We have shown that PFS are very common regardless of whether pelvic organ prolapse is present. For women without POP, 39% had at least one clinically relevant PFS. Sixteen percent (1 out of 6) had a POPDI complaint. A noteworthy finding is shown in Fig. 2b; women who underwent a hysterectomy for POP report more PFS than women undergoing hysterectomy for any other indication, regardless of the current presence of POP (p = 0.009). Possibly women with previous POP are more aware of pelvic floor problems, as they may have experienced these symptoms before. Alternatively, they may have a higher risk of urethral mobility and stress urinary incontinence due to pre-existing pelvic floor weakness [23]. These results show us that PFS are multifactorial. Other contributing factors like pelvic floor overactivity, muscle hypertonia or sensory impairment should be recognized to optimize the treatment of pelvic floor dysfunction [24, 25].

We found a significant correlation between women with an anterior wall prolapse and urinary symptoms, consistent with the findings of Slieker et al. [8]. This relationship was not found for bowel and general POP symptoms. This could be explained due to constipation related symptoms frequently being reported by women without POP. This finding was also described by Digesu [6], with the important point that women with constipation are at higher risk of developing POP later in life.

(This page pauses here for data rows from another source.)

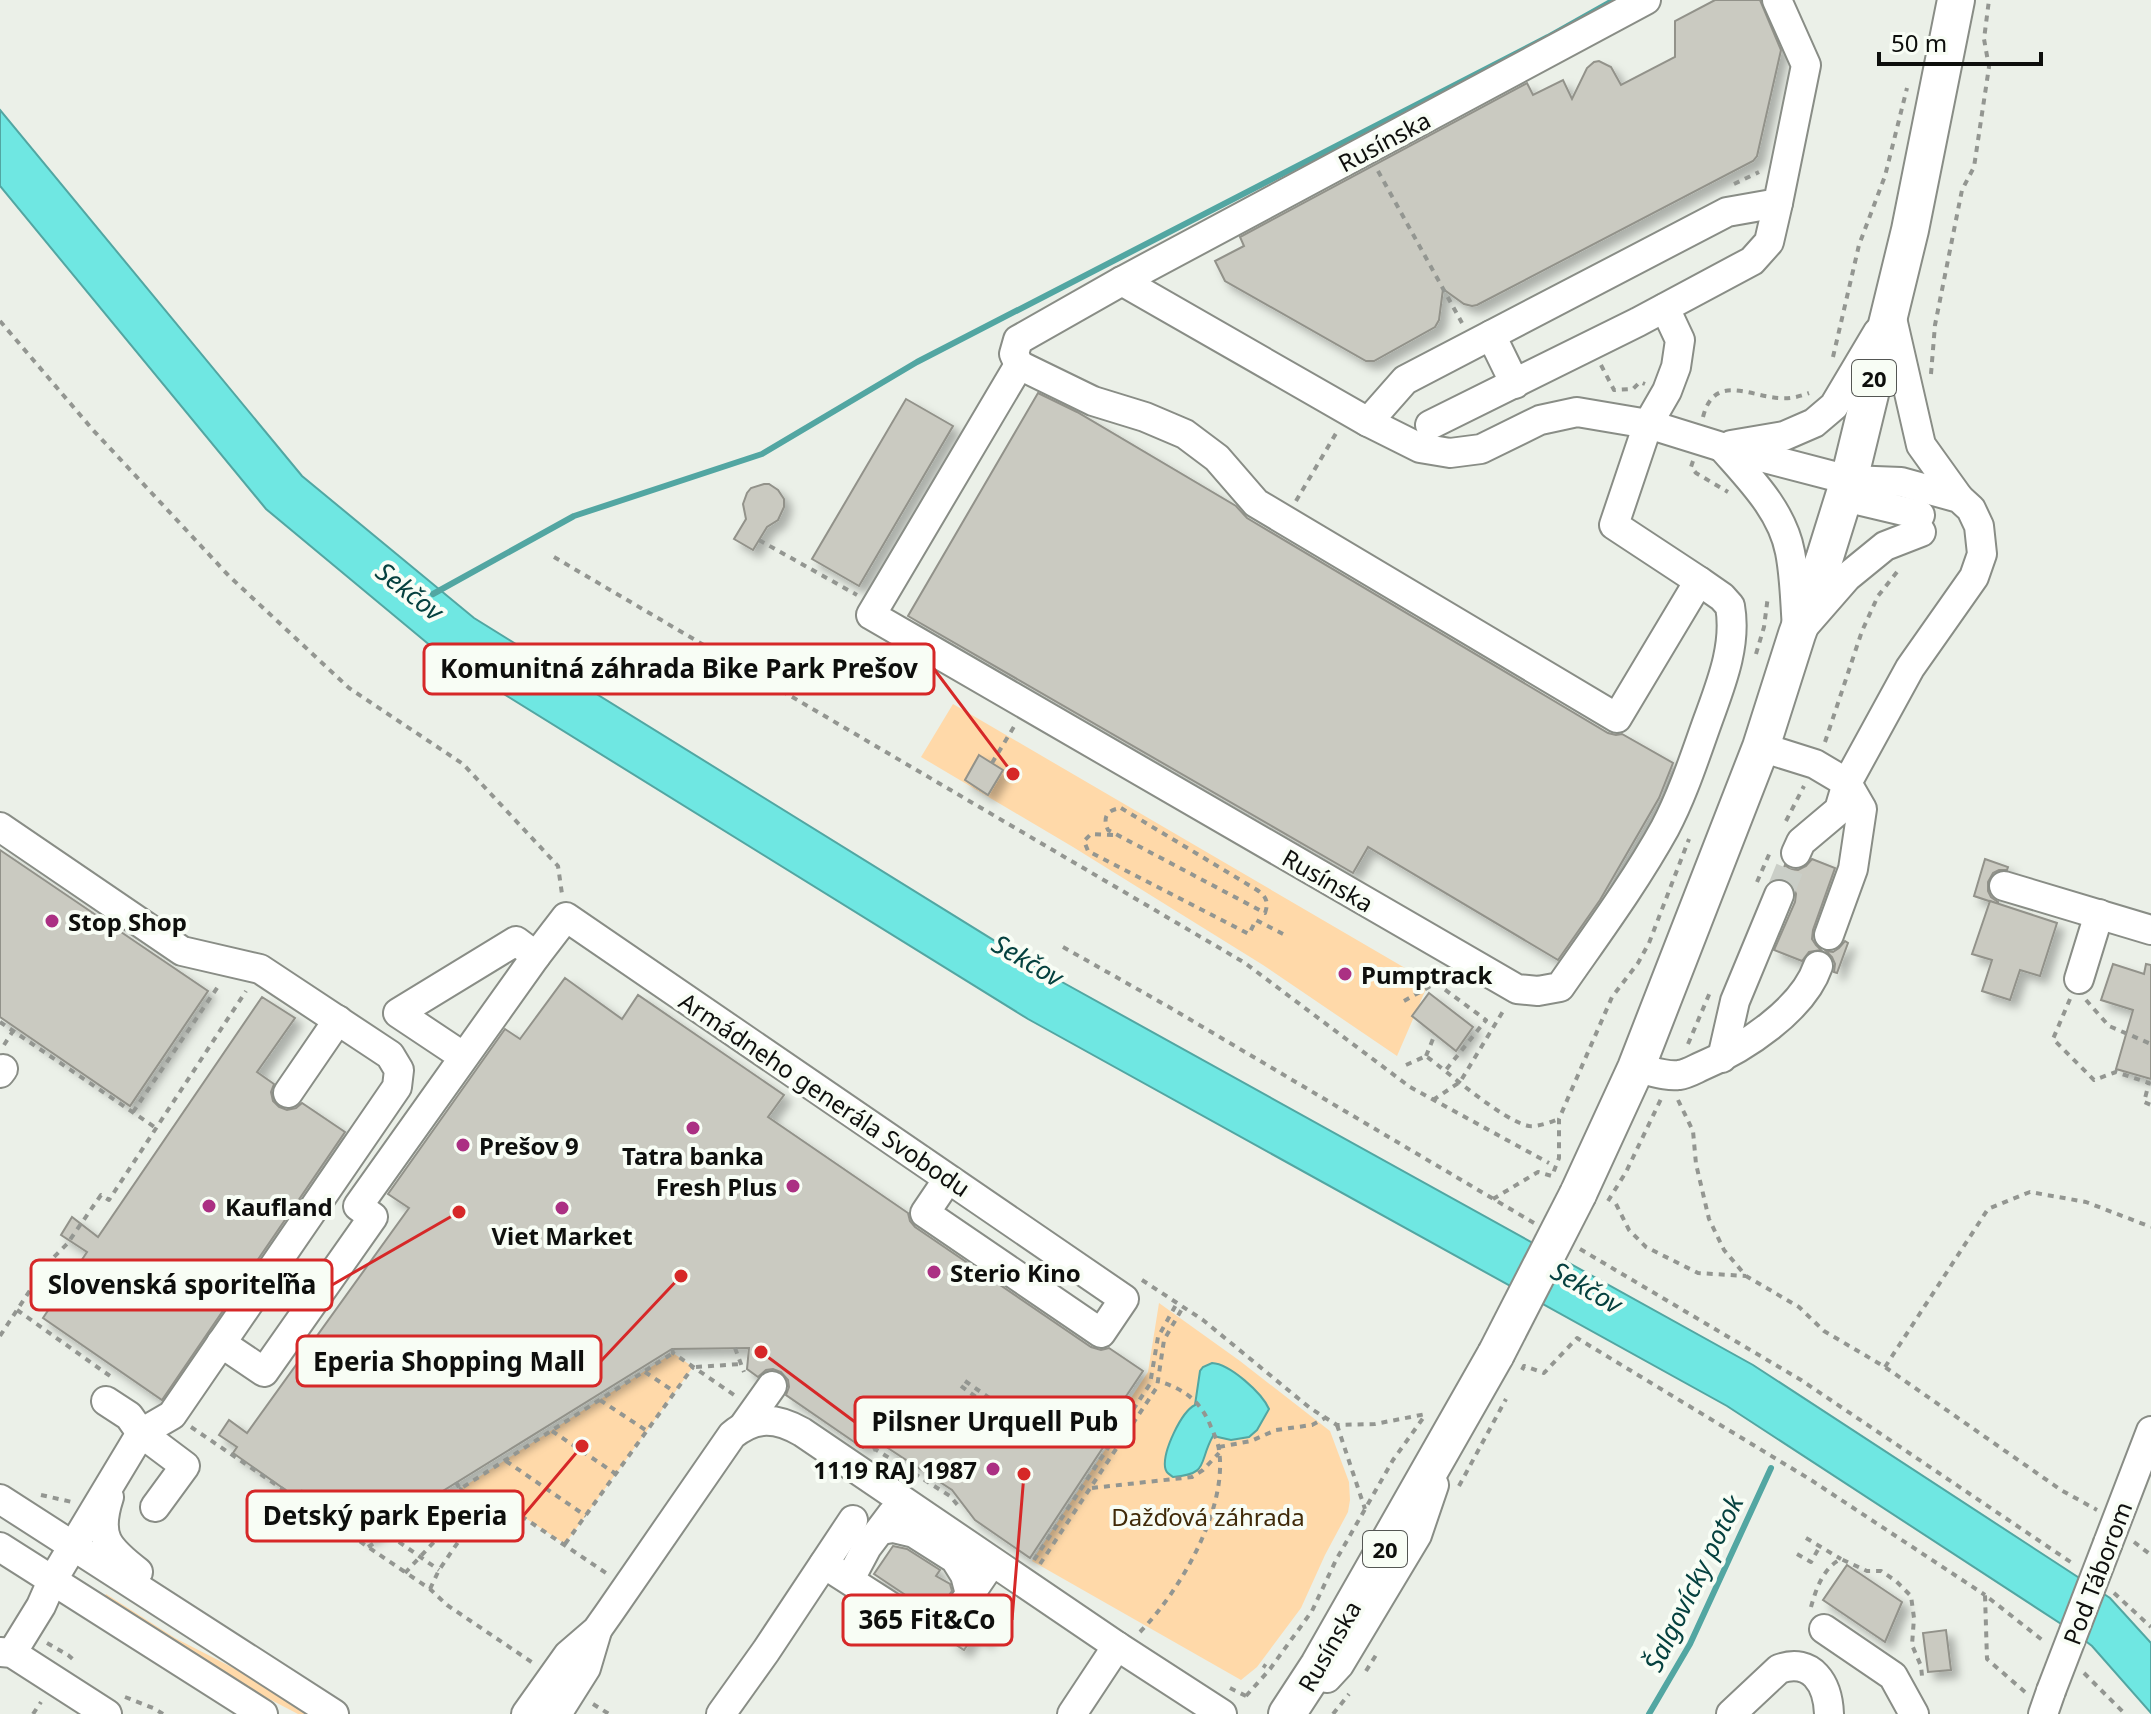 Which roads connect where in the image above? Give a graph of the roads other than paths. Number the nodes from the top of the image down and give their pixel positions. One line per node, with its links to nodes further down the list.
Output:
1 (1646, 0): 5 (street, Rusínska)
2 (1777, 0): 4 (street)
3 (1956, 0): 7 (main road, Rusínska / 20)
4 (1778, 203): 6 (street); 8 (street)
5 (1122, 281): 9 (street, Rusínska); 11 (street)
6 (1665, 308): 10 (street); 12 (street)
7 (1891, 311): 14 (street); 15 (main road, Rusínska / 20); 16 (street)
8 (1491, 335): 10 (street); 11 (street)
9 (1019, 365): 17 (street); 17 (street, Rusínska)
10 (1515, 384): 13 (street)
11 (1368, 422): 12 (street)
12 (1648, 424): 14 (street); 17 (street)
13 (1430, 425)
14 (1710, 442): 15 (street); 18 (street)
15 (1846, 488): 16 (street); 18 (main road, Rusínska / 20); 18 (street)
16 (1959, 498): 20 (street)
17 (1699, 581)
18 (1797, 634): 19 (main road, Rusínska / 20)
19 (1761, 747): 20 (street); 34 (main road, Rusínska / 20)
20 (1847, 783): 22 (street); 27 (street)
21 (0, 827): 31 (street)
22 (1796, 853)
23 (2004, 886): 25 (street)
24 (1779, 895): 33 (street)
25 (2099, 914): 26 (street); 30 (street)
26 (2151, 930)
27 (1829, 935)
28 (536, 956): 32 (street); 32 (street); 36 (street, Armádneho generála Svobodu)
29 (1818, 966): 33 (street)
30 (2079, 979)
31 (338, 1020): 35 (street); 37 (street)
32 (464, 1057): 37 (street)
33 (1722, 1058): 34 (street)
34 (1636, 1068): 41 (main road, Rusínska / 20, bridge)
35 (288, 1093)
36 (948, 1179): 36 (street, Armádneho generála Svobodu)
37 (221, 1343): 43 (street)
38 (772, 1386): 40 (street)
39 (112, 1391): 43 (street)
40 (743, 1412): 45 (street); 58 (street)
41 (1442, 1419): 71 (main road, Rusínska / 20); 72 (street)
42 (2151, 1431): 62 (street, Pod Táborom, bridge)
43 (141, 1433): 44 (street); 47 (street)
44 (116, 1473): 46 (street); 51 (street); 61 (street)
45 (902, 1501): 49 (street); 52 (street)
46 (6, 1503): 51 (street)
47 (155, 1507)
48 (853, 1520): 53 (street)
49 (881, 1530): 54 (street); 56 (street)
50 (0, 1547): 55 (street)
51 (73, 1547): 55 (street); 61 (street)
52 (992, 1562): 56 (street); 59 (street)
53 (824, 1564): 54 (street); 69 (street)
54 (850, 1579): 56 (street)
55 (52, 1581): 60 (street); 65 (street)
56 (970, 1594)
57 (1817, 1619): 75 (street)
58 (597, 1630): 67 (street); 68 (street)
59 (1126, 1642): 63 (street); 70 (street)
60 (6, 1652): 64 (street)
61 (247, 1658): 66 (street)
62 (2041, 1700)
63 (1232, 1707)
64 (107, 1714)
65 (263, 1714)
66 (334, 1714)
67 (526, 1714)
68 (557, 1714)
69 (721, 1714)
70 (1072, 1714)
71 (1287, 1714)
72 (1294, 1714)
73 (1731, 1714): 74 (street)
74 (1829, 1714)
75 (1914, 1714) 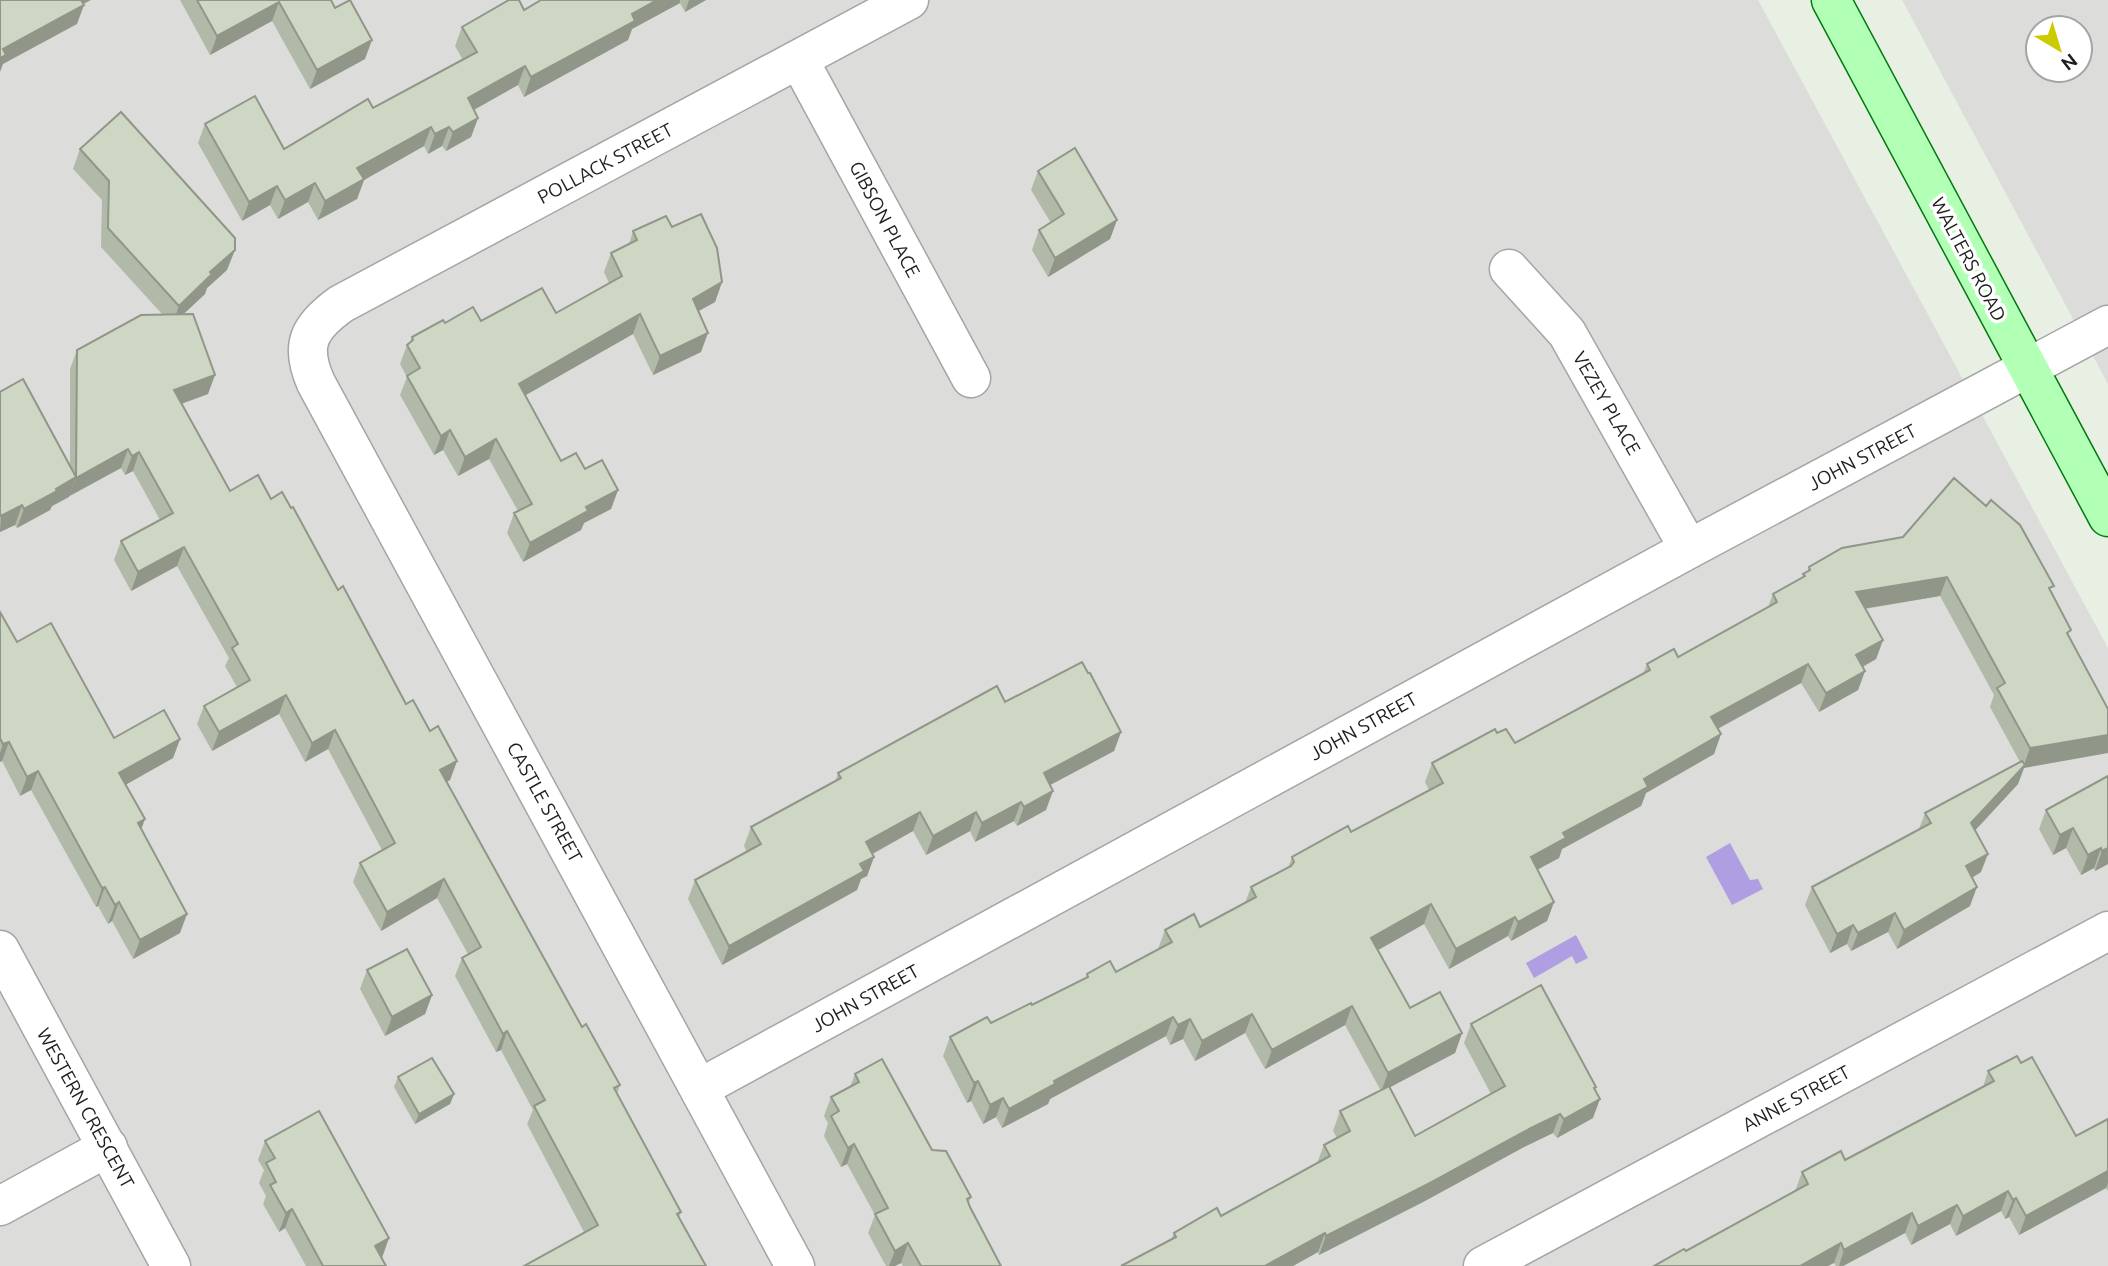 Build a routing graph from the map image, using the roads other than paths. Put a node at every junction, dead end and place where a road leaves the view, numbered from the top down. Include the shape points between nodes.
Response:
1 (909, 0) edge
2 (1831, 0) edge
3 (799, 60) junction
4 (1509, 269) dead end
5 (2108, 325) edge
6 (310, 336) joint
7 (2028, 369) junction
8 (971, 379) dead end
9 (2108, 517) edge
10 (1689, 549) junction
11 (2108, 931) edge
12 (0, 950) edge
13 (701, 1088) junction
14 (108, 1147) junction
15 (0, 1206) edge
16 (171, 1266) edge
17 (796, 1266) edge
18 (1483, 1266) edge

1 - 3 street, POLLACK STREET
2 - 7 main road, WALTERS ROAD
3 - 6 street, POLLACK STREET via 341,304
3 - 8 street, GIBSON PLACE
4 - 10 street, VEZEY PLACE via 1567,333
5 - 7 street, JOHN STREET
6 - 13 street, CASTLE STREET via 309,366 316,383
7 - 9 main road, WALTERS ROAD
7 - 10 street, JOHN STREET
10 - 13 street, JOHN STREET
11 - 18 street, ANNE STREET
12 - 14 street, WESTERN CRESCENT
13 - 17 street, CASTLE STREET
14 - 15 street
14 - 16 street, WESTERN CRESCENT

POP is more common after hysterectomy, but we wonder if pelvic floor complaints are too. Unfortunately, PFDI-data for women who did not seek medical attention for pelvic floor dysfunction is scarcely available in literature. Utomo [17] presented the mean PFDI score of a reference group; a representative panel of the Dutch female population (N = 283, mean age 47 years, mean parity comparable to our cohort, details about medical history were unknown). The mean PFDI-20 score in this group was 27 points (SD 31), versus 47 points (SD 39) in our post-hysterectomy cohort (mean age 64 years). The lower PFDI-20 score in the reference group suggests a trend towards more PFS after hysterectomy. Unfortunately, due to not having access to medical data and the discrepancy in age, we cannot adequately compare these groups.

PFS can lead to impairment in physical, social and daily activities, and be a real burden for women [10]. Besides adequate help for women with PFS, prevention should be a priority as well. Preventive measures such as lifestyle habits, physical activity, managing constipation and physical therapy are extensively described in the NICE guideline “Pelvic floor dysfunction: prevention and non-surgical management” [26]. We advise to address this to all women opting for hysterectomy.

This study presents new data regarding pelvic floor symptoms and their relation to pelvic organ prolapse in a random post-hysterectomy cohort. POP-Q data and PFDI-20 data of random samples are lacking in literature, but are necessary to correctly inform patients of the long-term perspective after hysterectomy. Due to our study population not seeking medical help, our data could be interpreted as a representative sample of the general population and could be used for epidemiological purposes.

This study has several limitations. Insight into response bias showed a higher percentage of symptomatic participants (bulging in 13%) versus non-participants (7%). The size of the population is small after dividing participants into subgroups. As mentioned before, we do not have a non-hysterectomy control group, therefore we cannot draw specific conclusions about the influence of hysterectomy on pelvic floor dysfunction in the long-term.

We encountered difficulty in comparing our results to other studies. No previously published data was compatible for comparison due to differences in setting and differences in outcome scales. Most studies did not apply a cut-off for clinical relevance. This can be interpreted as a weakness, but also as a strength given the unique character of our study.